#### Data for the task ####
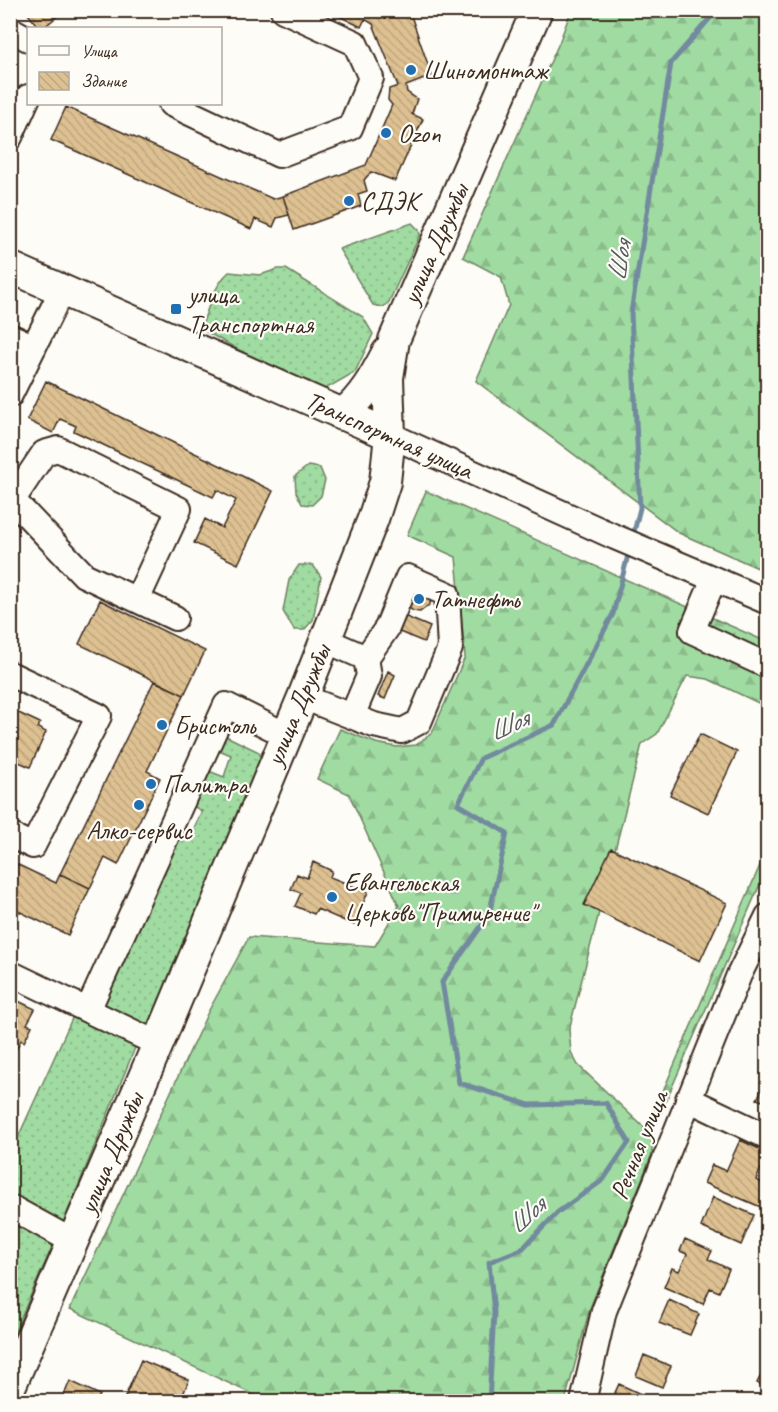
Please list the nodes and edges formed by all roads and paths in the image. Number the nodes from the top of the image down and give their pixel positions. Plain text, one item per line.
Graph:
1 (283, 10) edge
2 (537, 10) edge
3 (10, 29) edge
4 (27, 38) edge
5 (27, 99) edge
6 (173, 105) edge
7 (10, 137) edge
8 (10, 267) edge
9 (62, 290) junction
10 (10, 336) edge
11 (394, 340) junction
12 (34, 347) junction
13 (10, 395) edge
14 (342, 415) junction
15 (390, 435) junction
16 (11, 499) edge
17 (714, 579) junction
18 (137, 600) junction
19 (768, 602) edge
20 (175, 618) dead end
21 (325, 640) junction
22 (366, 658) junction
23 (768, 666) edge
24 (10, 674) edge
25 (303, 696) junction
26 (352, 716) junction
27 (286, 735) junction
28 (10, 835) edge
29 (768, 916) edge
30 (10, 973) edge
31 (88, 1010) junction
32 (158, 1044) junction
33 (688, 1099) junction
34 (768, 1137) edge
35 (10, 1207) edge
36 (72, 1241) junction
37 (11, 1383) edge
38 (583, 1401) edge

1 - 6 street
2 - 11 main road, улица Дружбы
3 - 4 street
5 - 7 street
8 - 9 main road, Транспортная улица
9 - 12 street
9 - 14 main road, Транспортная улица
10 - 12 street
11 - 14 main road
11 - 15 main road, улица Дружбы
12 - 13 street
14 - 15 main road, Транспортная улица
15 - 17 street, Транспортная улица
15 - 21 main road, улица Дружбы
16 - 18 street
16 - 18 street
17 - 19 street, Транспортная улица
17 - 23 street
18 - 20 street
21 - 22 street
21 - 25 main road, улица Дружбы
22 - 26 street
22 - 26 street
24 - 28 street
25 - 26 street
25 - 27 main road, улица Дружбы
27 - 31 street
27 - 32 main road, улица Дружбы
29 - 33 street, Речная улица
30 - 31 street
31 - 32 street
32 - 36 main road, улица Дружбы
33 - 34 street
33 - 38 street, Речная улица
35 - 36 street
36 - 37 main road, улица Дружбы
####
= Your instructions =
Write out all the entries word for word, but drop the pictures.

= Answer box =
Please list the nodes and edges formed by all roads and paths in the image. Number the nodes from the top of the image down and give their pixel positions. Plain text, one item per line.
Graph:
1 (283, 10) edge
2 (537, 10) edge
3 (10, 29) edge
4 (27, 38) edge
5 (27, 99) edge
6 (173, 105) edge
7 (10, 137) edge
8 (10, 267) edge
9 (62, 290) junction
10 (10, 336) edge
11 (394, 340) junction
12 (34, 347) junction
13 (10, 395) edge
14 (342, 415) junction
15 (390, 435) junction
16 (11, 499) edge
17 (714, 579) junction
18 (137, 600) junction
19 (768, 602) edge
20 (175, 618) dead end
21 (325, 640) junction
22 (366, 658) junction
23 (768, 666) edge
24 (10, 674) edge
25 (303, 696) junction
26 (352, 716) junction
27 (286, 735) junction
28 (10, 835) edge
29 (768, 916) edge
30 (10, 973) edge
31 (88, 1010) junction
32 (158, 1044) junction
33 (688, 1099) junction
34 (768, 1137) edge
35 (10, 1207) edge
36 (72, 1241) junction
37 (11, 1383) edge
38 (583, 1401) edge

1 - 6 street
2 - 11 main road, улица Дружбы
3 - 4 street
5 - 7 street
8 - 9 main road, Транспортная улица
9 - 12 street
9 - 14 main road, Транспортная улица
10 - 12 street
11 - 14 main road
11 - 15 main road, улица Дружбы
12 - 13 street
14 - 15 main road, Транспортная улица
15 - 17 street, Транспортная улица
15 - 21 main road, улица Дружбы
16 - 18 street
16 - 18 street
17 - 19 street, Транспортная улица
17 - 23 street
18 - 20 street
21 - 22 street
21 - 25 main road, улица Дружбы
22 - 26 street
22 - 26 street
24 - 28 street
25 - 26 street
25 - 27 main road, улица Дружбы
27 - 31 street
27 - 32 main road, улица Дружбы
29 - 33 street, Речная улица
30 - 31 street
31 - 32 street
32 - 36 main road, улица Дружбы
33 - 34 street
33 - 38 street, Речная улица
35 - 36 street
36 - 37 main road, улица Дружбы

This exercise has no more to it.